UPDATE (01/08/2010 – 7.45PM), the Australian Democrats lead candidate in the ACT and National Campaign Director, Darren Churchill has denied there was a formal deal with the Greens to exchange preferences ahead of the majors in the ACT. He has given me permission to publish his denial here. Here is the exact text:
Hello Polly,

Please be careful spreading the following sort of information around:
“Finally, it seems that the ACT Democrats actually broke a preference deal (I confirmed with the Greens national campaign coordinator Ebony Bennett that the Greens and the Democrats had agreed to a deal) they had undertaken with the Greens to preference each other ahead of the major parties.”

It is totally false! There was no agreement with the Greens.

We had national discussions on two occasions but they had gone nowhere, although seeming initially promising. The Greens had a list of parties they wanted to be higher than and could offer us the same. But they refused to negotiate when we asked for certain other parties to be included. It was all about what the Greens wanted – a complete one-way street.

Of course, the Greens will lie and claim things were otherwise. Just like they lied their way out of a two-for-two swap in the ACT (as part of a national deal) in 2007.


Darren Churchill
Australian Democrats

Darren has also directed me to a post on his blog, which explains his reasons for the decision to preference the Liberals in the ACT.

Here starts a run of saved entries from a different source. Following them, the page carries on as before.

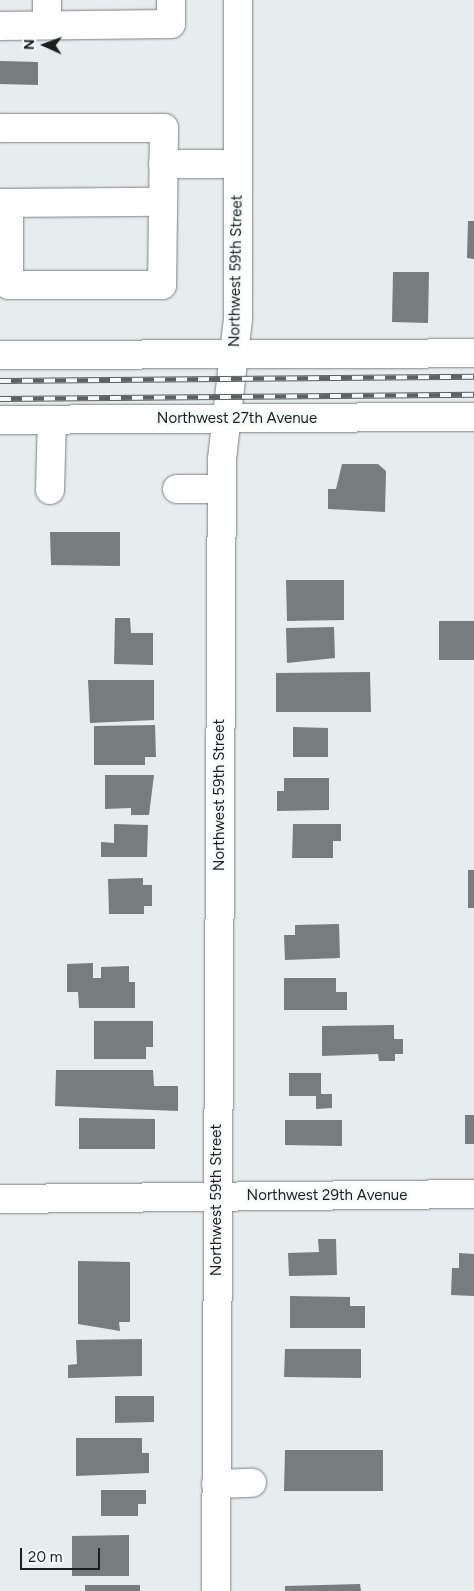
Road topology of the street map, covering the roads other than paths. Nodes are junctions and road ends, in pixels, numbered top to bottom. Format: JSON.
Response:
{"nodes":[{"id":1,"x":171,"y":0,"type":"edge"},
{"id":2,"x":238,"y":0,"type":"edge"},
{"id":3,"x":47,"y":13,"type":"edge"},
{"id":4,"x":0,"y":26,"type":"edge"},
{"id":5,"x":0,"y":128,"type":"edge"},
{"id":6,"x":163,"y":164,"type":"junction"},
{"id":7,"x":238,"y":164,"type":"junction"},
{"id":8,"x":163,"y":202,"type":"junction"},
{"id":9,"x":4,"y":203,"type":"edge"},
{"id":10,"x":474,"y":353,"type":"edge"},
{"id":11,"x":234,"y":354,"type":"junction"},
{"id":12,"x":0,"y":355,"type":"edge"},
{"id":13,"x":474,"y":417,"type":"edge"},
{"id":14,"x":0,"y":420,"type":"edge"},
{"id":15,"x":52,"y":420,"type":"junction"},
{"id":16,"x":226,"y":420,"type":"junction"},
{"id":17,"x":177,"y":489,"type":"dead end"},
{"id":18,"x":222,"y":489,"type":"junction"},
{"id":19,"x":50,"y":490,"type":"dead end"},
{"id":20,"x":474,"y":1194,"type":"edge"},
{"id":21,"x":217,"y":1196,"type":"junction"},
{"id":22,"x":0,"y":1199,"type":"edge"},
{"id":23,"x":252,"y":1483,"type":"dead end"},
{"id":24,"x":216,"y":1484,"type":"junction"},
{"id":25,"x":216,"y":1591,"type":"edge"}],
"edges":[{"from":1,"to":3,"type":"street"},
{"from":2,"to":7,"type":"street","name":"Northwest 59th Street"},
{"from":3,"to":4,"type":"street"},
{"from":5,"to":6,"type":"street"},
{"from":6,"to":7,"type":"street"},
{"from":6,"to":8,"type":"street"},
{"from":7,"to":11,"type":"street","name":"Northwest 59th Street"},
{"from":8,"to":9,"type":"street"},
{"from":8,"to":9,"type":"street"},
{"from":10,"to":11,"type":"street"},
{"from":11,"to":12,"type":"street"},
{"from":11,"to":16,"type":"street","name":"Northwest 59th Street"},
{"from":13,"to":16,"type":"street","name":"Northwest 27th Avenue"},
{"from":14,"to":15,"type":"street","name":"Northwest 27th Avenue"},
{"from":15,"to":16,"type":"street","name":"Northwest 27th Avenue"},
{"from":15,"to":19,"type":"street"},
{"from":16,"to":18,"type":"street","name":"Northwest 59th Street"},
{"from":17,"to":18,"type":"street"},
{"from":18,"to":21,"type":"street","name":"Northwest 59th Street"},
{"from":20,"to":21,"type":"street","name":"Northwest 29th Avenue"},
{"from":21,"to":22,"type":"street","name":"Northwest 29th Avenue"},
{"from":21,"to":24,"type":"street","name":"Northwest 59th Street"},
{"from":23,"to":24,"type":"street"},
{"from":24,"to":25,"type":"street","name":"Northwest 59th Street"}]}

I personally find this reasoning extemely unconvincing, as The Liberals have been pursuing more regressive polices, such as moving further to the right on climate change (the Howard Government actually went to the 2007 Election proposing an ETS of their own), and back to advocating their past extremely harsh policies towards asylum seekers, so I wonder how much of a modifying influence Senator Humphries really has with Tony Abbott. I still strongly disagree with this decision from the ACT democrats, and believe that it doesn’t fit with Democrats’ values and principles, and that it is also a big tactical and strategic mistake.

That said, I am no longer a member of the Democrats, and as I live in Victoria, I of course, can’t vote in the ACT, and it will now be up to potential ACT Democrats voters to decide whether they accept the ACT Democrats’ arguments for this decision or not.

30 thoughts on “ACT Democrats senate preferences – Wrong and stupid

  1. Colin J says:

    I think the ACT Democrats may have poisoned the well for their colleagues in other states with this – as this becomes common knowledge, the Dems might be viewed with suspicion everywhere.

    1. polly says:

      @Colin – I agree, this a real risk for them. Although I think the Dems don’t have a realistic chance of coming close to winning a senate seat in this election, I really feel for a few of my former colleagues, such as Roger Howe in Victoria, who may experience some nasty backslash while campaigning. Roger is a great guy, and deserves better than to have to deal with the stress of a decision he had no control over.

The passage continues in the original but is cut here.